- **What is expected**
Each entry should be returned exactly as written, with no pictures carried over.

▬▬▬

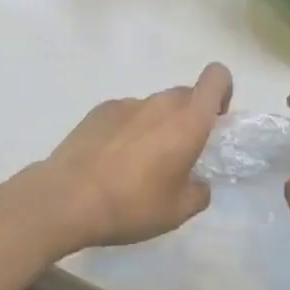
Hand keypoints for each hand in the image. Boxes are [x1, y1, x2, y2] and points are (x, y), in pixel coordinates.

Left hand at [36, 63, 231, 252]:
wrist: (67, 198)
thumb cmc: (131, 205)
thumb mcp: (177, 212)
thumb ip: (199, 191)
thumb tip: (198, 182)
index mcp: (187, 121)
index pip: (216, 77)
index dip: (222, 90)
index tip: (216, 120)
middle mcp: (160, 103)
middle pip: (186, 95)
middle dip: (189, 118)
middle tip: (178, 155)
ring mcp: (128, 103)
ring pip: (155, 107)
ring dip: (157, 127)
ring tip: (138, 166)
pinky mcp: (100, 110)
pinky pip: (127, 114)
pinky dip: (128, 130)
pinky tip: (111, 161)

▬▬▬

- **Answer section**
Hand keypoints for each hand in the image. Boxes are [x1, y1, x2, y2] and points are (x, y), in pixel coordinates.

Left hand at [36, 63, 231, 252]:
wrist: (67, 198)
thumb cmc: (131, 205)
thumb mcp: (177, 212)
thumb ip: (199, 191)
thumb tip: (198, 182)
index mcp: (187, 121)
index pip: (216, 77)
index dip: (222, 90)
index tip: (216, 120)
middle mcp: (160, 103)
middle pip: (186, 95)
middle dip: (189, 118)
middle tip: (178, 155)
ring mcp: (128, 103)
ring pip: (155, 107)
ring dip: (157, 127)
ring tip: (138, 166)
pinky mcp: (100, 110)
pinky pip: (127, 114)
pinky dip: (128, 130)
pinky tip: (111, 161)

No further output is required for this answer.